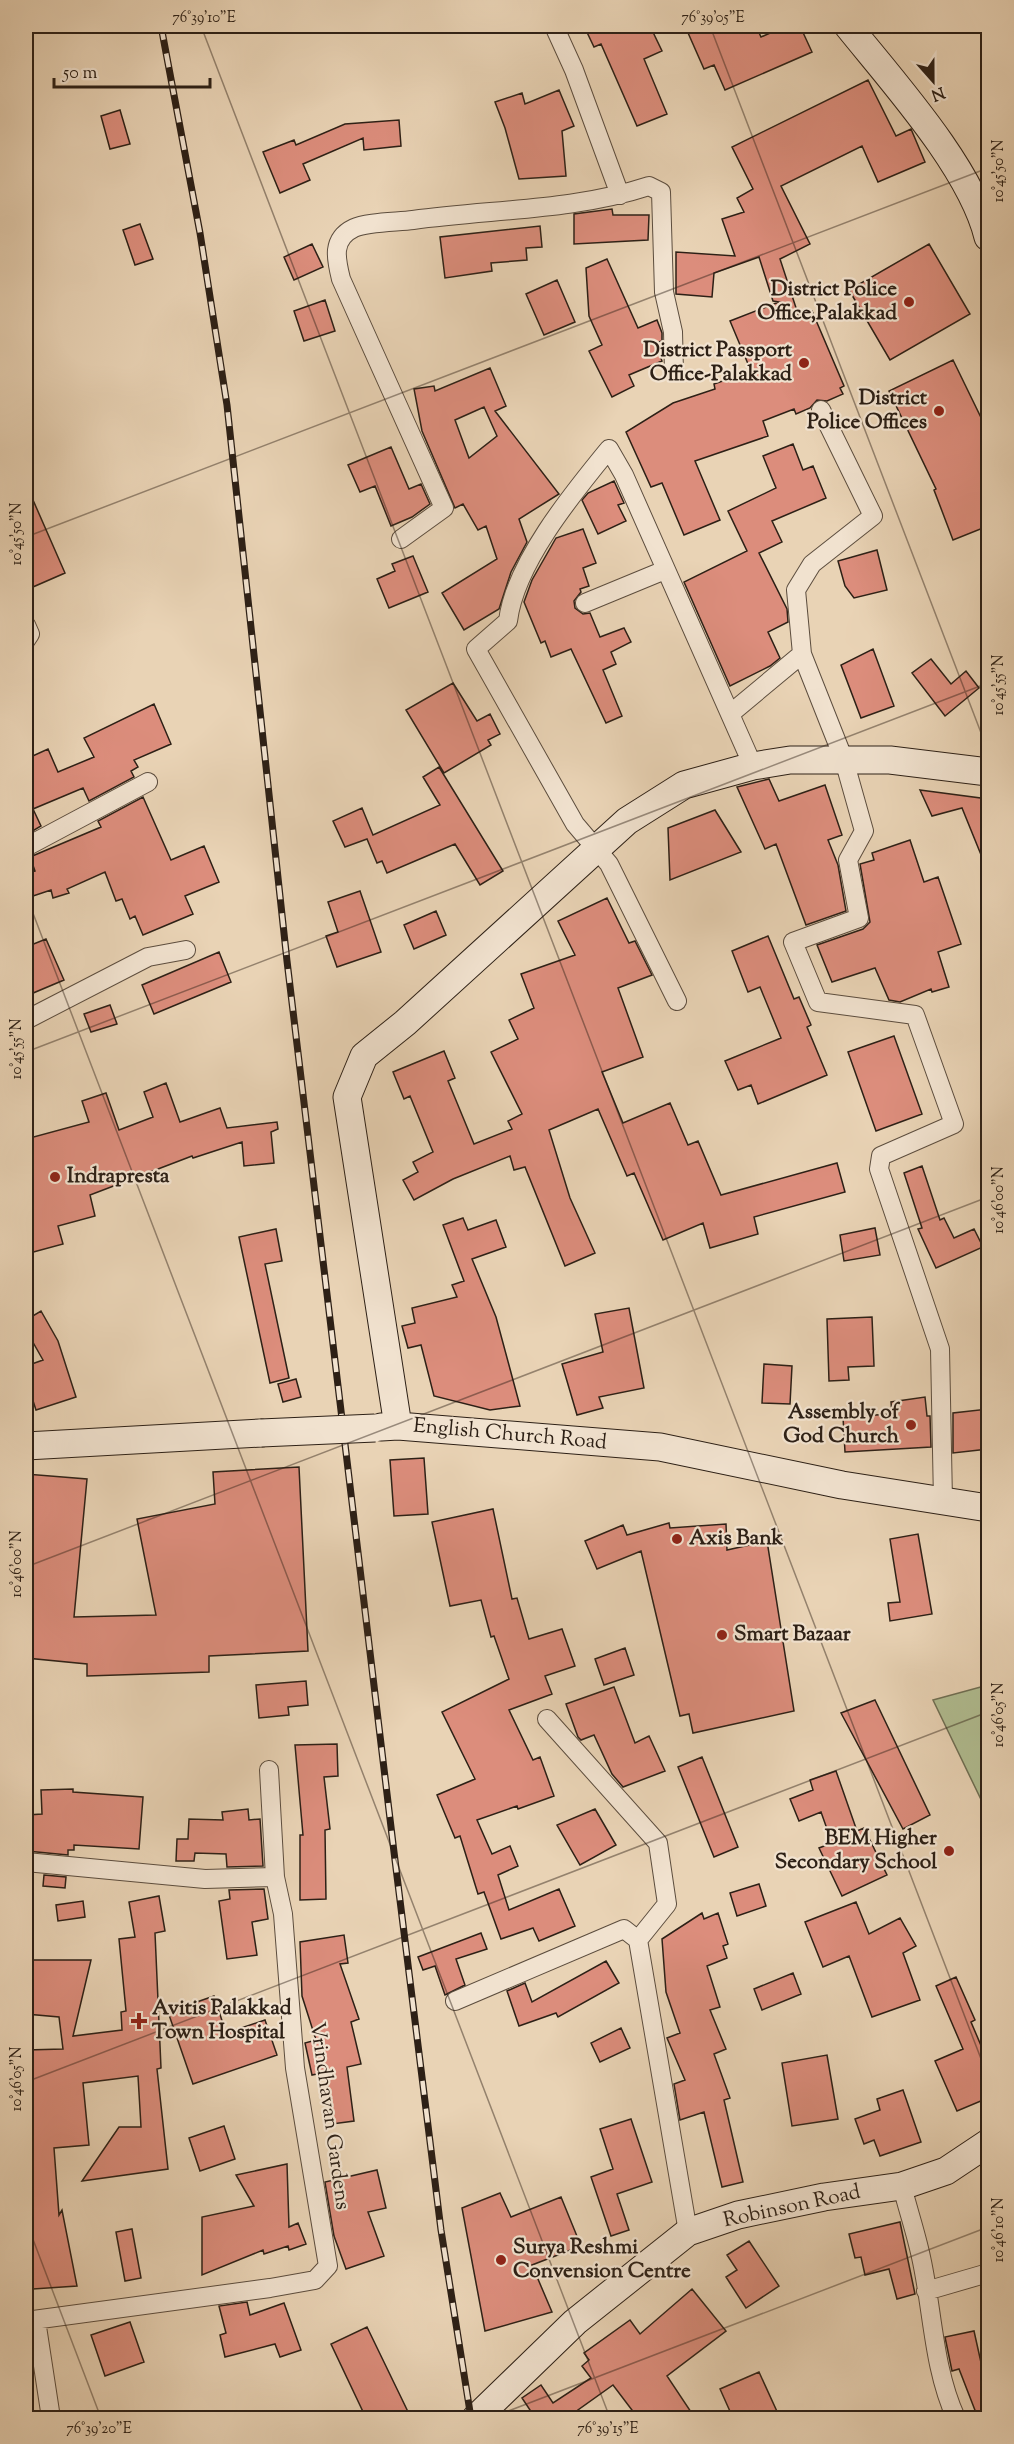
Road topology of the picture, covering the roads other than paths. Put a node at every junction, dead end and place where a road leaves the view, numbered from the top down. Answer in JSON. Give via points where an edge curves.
{"nodes":[{"id":1,"x":554,"y":26,"type":"edge"},
{"id":2,"x":848,"y":26,"type":"edge"},
{"id":3,"x":955,"y":166,"type":"junction"},
{"id":4,"x":988,"y":194,"type":"edge"},
{"id":5,"x":620,"y":195,"type":"junction"},
{"id":6,"x":988,"y":237,"type":"edge"},
{"id":7,"x":674,"y":372,"type":"dead end"},
{"id":8,"x":821,"y":410,"type":"dead end"},
{"id":9,"x":402,"y":539,"type":"dead end"},
{"id":10,"x":665,"y":570,"type":"junction"},
{"id":11,"x":585,"y":603,"type":"dead end"},
{"id":12,"x":26,"y":625,"type":"edge"},
{"id":13,"x":26,"y":640,"type":"edge"},
{"id":14,"x":802,"y":654,"type":"junction"},
{"id":15,"x":730,"y":714,"type":"junction"},
{"id":16,"x":839,"y":750,"type":"junction"},
{"id":17,"x":748,"y":754,"type":"junction"},
{"id":18,"x":988,"y":772,"type":"edge"},
{"id":19,"x":148,"y":782,"type":"dead end"},
{"id":20,"x":594,"y":845,"type":"junction"},
{"id":21,"x":26,"y":847,"type":"edge"},
{"id":22,"x":186,"y":950,"type":"dead end"},
{"id":23,"x":677,"y":1001,"type":"dead end"},
{"id":24,"x":26,"y":1020,"type":"edge"},
{"id":25,"x":387,"y":1427,"type":"junction"},
{"id":26,"x":26,"y":1446,"type":"edge"},
{"id":27,"x":943,"y":1500,"type":"junction"},
{"id":28,"x":988,"y":1508,"type":"edge"},
{"id":29,"x":547,"y":1719,"type":"dead end"},
{"id":30,"x":269,"y":1770,"type":"dead end"},
{"id":31,"x":26,"y":1862,"type":"edge"},
{"id":32,"x":275,"y":1877,"type":"junction"},
{"id":33,"x":638,"y":1940,"type":"junction"},
{"id":34,"x":455,"y":2001,"type":"dead end"},
{"id":35,"x":988,"y":2143,"type":"edge"},
{"id":36,"x":902,"y":2186,"type":"junction"},
{"id":37,"x":688,"y":2232,"type":"junction"},
{"id":38,"x":988,"y":2273,"type":"edge"},
{"id":39,"x":926,"y":2291,"type":"junction"},
{"id":40,"x":31,"y":2320,"type":"edge"},
{"id":41,"x":51,"y":2418,"type":"edge"},
{"id":42,"x":476,"y":2418,"type":"edge"},
{"id":43,"x":956,"y":2418,"type":"edge"}],
"edges":[{"from":1,"to":5,"type":"street"},
{"from":2,"to":3,"type":"street"},
{"from":3,"to":4,"type":"street"},
{"from":3,"to":6,"type":"street"},
{"from":5,"to":7,"type":"street","via":[[649,186],[661,192],[664,292],[673,332]]},
{"from":5,"to":9,"type":"street","via":[[533,209],[472,211],[354,228],[337,243],[335,256],[341,279],[444,508]]},
{"from":8,"to":14,"type":"street","via":[[873,516],[812,564],[796,590]]},
{"from":10,"to":11,"type":"street"},
{"from":10,"to":15,"type":"street"},
{"from":10,"to":20,"type":"street","via":[[609,449],[570,496],[521,576],[510,602],[508,621],[476,649],[575,824]]},
{"from":12,"to":13,"type":"street","via":[[30,633]]},
{"from":14,"to":15,"type":"street"},
{"from":14,"to":16,"type":"street"},
{"from":15,"to":17,"type":"street"},
{"from":16,"to":17,"type":"street","via":[[790,760]]},
{"from":16,"to":18,"type":"street"},
{"from":16,"to":27,"type":"street","via":[[864,831],[848,860],[859,918],[793,942],[818,1002],[915,1015],[954,1124],[881,1156],[879,1169],[940,1349]]},
{"from":17,"to":20,"type":"street","via":[[684,785]]},
{"from":19,"to":21,"type":"street"},
{"from":20,"to":23,"type":"street","via":[[609,864]]},
{"from":20,"to":25,"type":"street","via":[[405,1023],[364,1056],[347,1097]]},
{"from":22,"to":24,"type":"street","via":[[147,957]]},
{"from":25,"to":26,"type":"street","name":"English Church Road","bridge":true},
{"from":25,"to":27,"type":"street","name":"English Church Road","via":[[660,1447],[842,1485]]},
{"from":27,"to":28,"type":"street","name":"English Church Road"},
{"from":29,"to":33,"type":"street","via":[[658,1844],[667,1904]]},
{"from":30,"to":32,"type":"street"},
{"from":31,"to":32,"type":"street","via":[[205,1879]]},
{"from":32,"to":40,"type":"street","name":"Vrindhavan Gardens","via":[[283,1914],[295,2068],[328,2266],[315,2280]]},
{"from":33,"to":34,"type":"street","via":[[624,1929]]},
{"from":33,"to":37,"type":"street"},
{"from":35,"to":36,"type":"street","name":"Robinson Road","via":[[946,2171]]},
{"from":36,"to":37,"type":"street","name":"Robinson Road","via":[[738,2215]]},
{"from":36,"to":39,"type":"street"},
{"from":37,"to":42,"type":"street","name":"Robinson Road","via":[[575,2322]]},
{"from":38,"to":39,"type":"street"},
{"from":39,"to":43,"type":"street","via":[[931,2330]]},
{"from":40,"to":41,"type":"street"}]}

## Aim of the task
Find each line holding the string "Road" in the listing above, then copy it.

## Your response
Road topology of the picture, covering the roads other than paths. Put a node at every junction, dead end and place where a road leaves the view, numbered from the top down. Answer in JSON. Give via points where an edge curves.
{"from":25,"to":26,"type":"street","name":"English Church Road","bridge":true},
{"from":25,"to":27,"type":"street","name":"English Church Road","via":[[660,1447],[842,1485]]},
{"from":27,"to":28,"type":"street","name":"English Church Road"},
{"from":35,"to":36,"type":"street","name":"Robinson Road","via":[[946,2171]]},
{"from":36,"to":37,"type":"street","name":"Robinson Road","via":[[738,2215]]},
{"from":37,"to":42,"type":"street","name":"Robinson Road","via":[[575,2322]]},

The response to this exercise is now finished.